PROBLEM STATEMENT: Where a record holds a picture, leave the picture out; otherwise repeat every record exactly.

(Stored data)
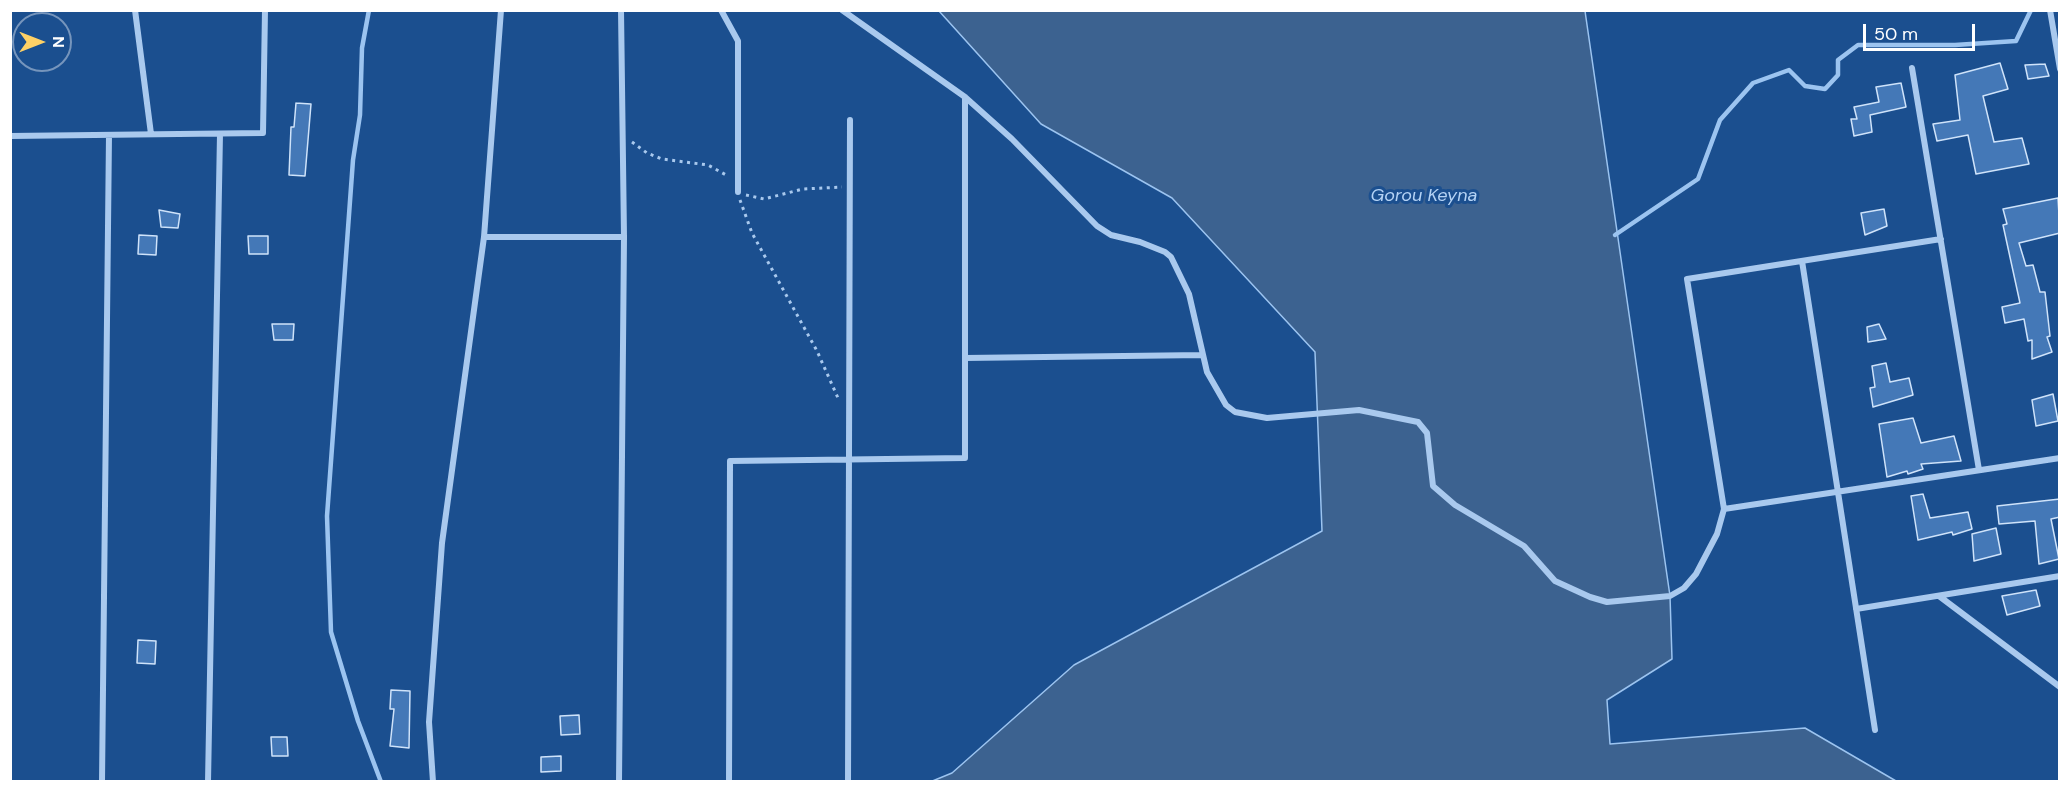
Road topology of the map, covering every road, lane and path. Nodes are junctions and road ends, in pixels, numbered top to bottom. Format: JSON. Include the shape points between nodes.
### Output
{"nodes":[{"id":1,"x":135,"y":10,"type":"edge"},
{"id":2,"x":265,"y":10,"type":"edge"},
{"id":3,"x":501,"y":10,"type":"edge"},
{"id":4,"x":621,"y":10,"type":"edge"},
{"id":5,"x":721,"y":10,"type":"edge"},
{"id":6,"x":842,"y":10,"type":"edge"},
{"id":7,"x":2050,"y":10,"type":"edge"},
{"id":8,"x":2060,"y":18,"type":"edge"},
{"id":9,"x":2051,"y":19,"type":"junction"},
{"id":10,"x":1912,"y":68,"type":"dead end"},
{"id":11,"x":2060,"y":69,"type":"edge"},
{"id":12,"x":964,"y":97,"type":"junction"},
{"id":13,"x":850,"y":120,"type":"dead end"},
{"id":14,"x":151,"y":134,"type":"junction"},
{"id":15,"x":220,"y":134,"type":"junction"},
{"id":16,"x":109,"y":135,"type":"junction"},
{"id":17,"x":10,"y":136,"type":"edge"},
{"id":18,"x":738,"y":192,"type":"joint"},
{"id":19,"x":484,"y":237,"type":"junction"},
{"id":20,"x":624,"y":237,"type":"junction"},
{"id":21,"x":1941,"y":239,"type":"junction"},
{"id":22,"x":1802,"y":261,"type":"junction"},
{"id":23,"x":1203,"y":355,"type":"junction"},
{"id":24,"x":965,"y":358,"type":"junction"},
{"id":25,"x":840,"y":402,"type":"dead end"},
{"id":26,"x":2060,"y":458,"type":"edge"},
{"id":27,"x":848,"y":460,"type":"junction"},
{"id":28,"x":1979,"y":470,"type":"junction"},
{"id":29,"x":1838,"y":492,"type":"junction"},
{"id":30,"x":1724,"y":509,"type":"junction"},
{"id":31,"x":2060,"y":576,"type":"edge"},
{"id":32,"x":1939,"y":596,"type":"junction"},
{"id":33,"x":1856,"y":609,"type":"junction"},
{"id":34,"x":2060,"y":687,"type":"edge"},
{"id":35,"x":1875,"y":730,"type":"dead end"},
{"id":36,"x":102,"y":782,"type":"edge"},
{"id":37,"x":208,"y":782,"type":"edge"},
{"id":38,"x":433,"y":782,"type":"edge"},
{"id":39,"x":619,"y":782,"type":"edge"},
{"id":40,"x":729,"y":782,"type":"edge"},
{"id":41,"x":848,"y":782,"type":"edge"}],
"edges":[{"from":1,"to":14,"type":"street"},
{"from":2,"to":15,"type":"street","via":[[263,133]]},
{"from":3,"to":19,"type":"street"},
{"from":4,"to":20,"type":"street"},
{"from":5,"to":18,"type":"street","via":[[738,41]]},
{"from":6,"to":12,"type":"street"},
{"from":7,"to":9,"type":"street"},
{"from":8,"to":9,"type":"street"},
{"from":9,"to":11,"type":"street"},
{"from":10,"to":21,"type":"street"},
{"from":12,"to":23,"type":"street","via":[[1012,139],[1097,226],[1171,257],[1189,294]]},
{"from":12,"to":24,"type":"street"},
{"from":13,"to":27,"type":"street"},
{"from":14,"to":15,"type":"street"},
{"from":14,"to":16,"type":"street"},
{"from":15,"to":37,"type":"street"},
{"from":16,"to":17,"type":"street"},
{"from":16,"to":36,"type":"street"},
{"from":18,"to":25,"type":"path","via":[[752,233],[817,351]]},
{"from":19,"to":20,"type":"street"},
{"from":19,"to":38,"type":"street","via":[[442,543],[429,722]]},
{"from":20,"to":39,"type":"street"},
{"from":21,"to":22,"type":"street"},
{"from":21,"to":28,"type":"street"},
{"from":22,"to":29,"type":"street"},
{"from":22,"to":30,"type":"street","via":[[1687,279]]},
{"from":23,"to":24,"type":"street"},
{"from":23,"to":30,"type":"street","via":[[1215,390],[1235,412],[1267,418],[1359,410],[1418,422],[1427,433],[1433,486],[1455,505],[1524,546],[1555,581],[1590,597],[1607,602],[1670,596],[1684,588],[1717,534]]},
{"from":24,"to":27,"type":"street","via":[[965,458]]},
{"from":26,"to":28,"type":"street"},
{"from":27,"to":40,"type":"street","via":[[730,460]]},
{"from":27,"to":41,"type":"street"},
{"from":28,"to":29,"type":"street"},
{"from":29,"to":30,"type":"street"},
{"from":29,"to":33,"type":"street"},
{"from":31,"to":32,"type":"street"},
{"from":32,"to":33,"type":"street"},
{"from":32,"to":34,"type":"street"},
{"from":33,"to":35,"type":"street"}]}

REPLY:
Road topology of the map, covering every road, lane and path. Nodes are junctions and road ends, in pixels, numbered top to bottom. Format: JSON. Include the shape points between nodes.
### Output
{"nodes":[{"id":1,"x":135,"y":10,"type":"edge"},
{"id":2,"x":265,"y":10,"type":"edge"},
{"id":3,"x":501,"y":10,"type":"edge"},
{"id":4,"x":621,"y":10,"type":"edge"},
{"id":5,"x":721,"y":10,"type":"edge"},
{"id":6,"x":842,"y":10,"type":"edge"},
{"id":7,"x":2050,"y":10,"type":"edge"},
{"id":8,"x":2060,"y":18,"type":"edge"},
{"id":9,"x":2051,"y":19,"type":"junction"},
{"id":10,"x":1912,"y":68,"type":"dead end"},
{"id":11,"x":2060,"y":69,"type":"edge"},
{"id":12,"x":964,"y":97,"type":"junction"},
{"id":13,"x":850,"y":120,"type":"dead end"},
{"id":14,"x":151,"y":134,"type":"junction"},
{"id":15,"x":220,"y":134,"type":"junction"},
{"id":16,"x":109,"y":135,"type":"junction"},
{"id":17,"x":10,"y":136,"type":"edge"},
{"id":18,"x":738,"y":192,"type":"joint"},
{"id":19,"x":484,"y":237,"type":"junction"},
{"id":20,"x":624,"y":237,"type":"junction"},
{"id":21,"x":1941,"y":239,"type":"junction"},
{"id":22,"x":1802,"y":261,"type":"junction"},
{"id":23,"x":1203,"y":355,"type":"junction"},
{"id":24,"x":965,"y":358,"type":"junction"},
{"id":25,"x":840,"y":402,"type":"dead end"},
{"id":26,"x":2060,"y":458,"type":"edge"},
{"id":27,"x":848,"y":460,"type":"junction"},
{"id":28,"x":1979,"y":470,"type":"junction"},
{"id":29,"x":1838,"y":492,"type":"junction"},
{"id":30,"x":1724,"y":509,"type":"junction"},
{"id":31,"x":2060,"y":576,"type":"edge"},
{"id":32,"x":1939,"y":596,"type":"junction"},
{"id":33,"x":1856,"y":609,"type":"junction"},
{"id":34,"x":2060,"y":687,"type":"edge"},
{"id":35,"x":1875,"y":730,"type":"dead end"},
{"id":36,"x":102,"y":782,"type":"edge"},
{"id":37,"x":208,"y":782,"type":"edge"},
{"id":38,"x":433,"y":782,"type":"edge"},
{"id":39,"x":619,"y":782,"type":"edge"},
{"id":40,"x":729,"y":782,"type":"edge"},
{"id":41,"x":848,"y":782,"type":"edge"}],
"edges":[{"from":1,"to":14,"type":"street"},
{"from":2,"to":15,"type":"street","via":[[263,133]]},
{"from":3,"to":19,"type":"street"},
{"from":4,"to":20,"type":"street"},
{"from":5,"to":18,"type":"street","via":[[738,41]]},
{"from":6,"to":12,"type":"street"},
{"from":7,"to":9,"type":"street"},
{"from":8,"to":9,"type":"street"},
{"from":9,"to":11,"type":"street"},
{"from":10,"to":21,"type":"street"},
{"from":12,"to":23,"type":"street","via":[[1012,139],[1097,226],[1171,257],[1189,294]]},
{"from":12,"to":24,"type":"street"},
{"from":13,"to":27,"type":"street"},
{"from":14,"to":15,"type":"street"},
{"from":14,"to":16,"type":"street"},
{"from":15,"to":37,"type":"street"},
{"from":16,"to":17,"type":"street"},
{"from":16,"to":36,"type":"street"},
{"from":18,"to":25,"type":"path","via":[[752,233],[817,351]]},
{"from":19,"to":20,"type":"street"},
{"from":19,"to":38,"type":"street","via":[[442,543],[429,722]]},
{"from":20,"to":39,"type":"street"},
{"from":21,"to":22,"type":"street"},
{"from":21,"to":28,"type":"street"},
{"from":22,"to":29,"type":"street"},
{"from":22,"to":30,"type":"street","via":[[1687,279]]},
{"from":23,"to":24,"type":"street"},
{"from":23,"to":30,"type":"street","via":[[1215,390],[1235,412],[1267,418],[1359,410],[1418,422],[1427,433],[1433,486],[1455,505],[1524,546],[1555,581],[1590,597],[1607,602],[1670,596],[1684,588],[1717,534]]},
{"from":24,"to":27,"type":"street","via":[[965,458]]},
{"from":26,"to":28,"type":"street"},
{"from":27,"to":40,"type":"street","via":[[730,460]]},
{"from":27,"to":41,"type":"street"},
{"from":28,"to":29,"type":"street"},
{"from":29,"to":30,"type":"street"},
{"from":29,"to":33,"type":"street"},
{"from":31,"to":32,"type":"street"},
{"from":32,"to":33,"type":"street"},
{"from":32,"to":34,"type":"street"},
{"from":33,"to":35,"type":"street"}]}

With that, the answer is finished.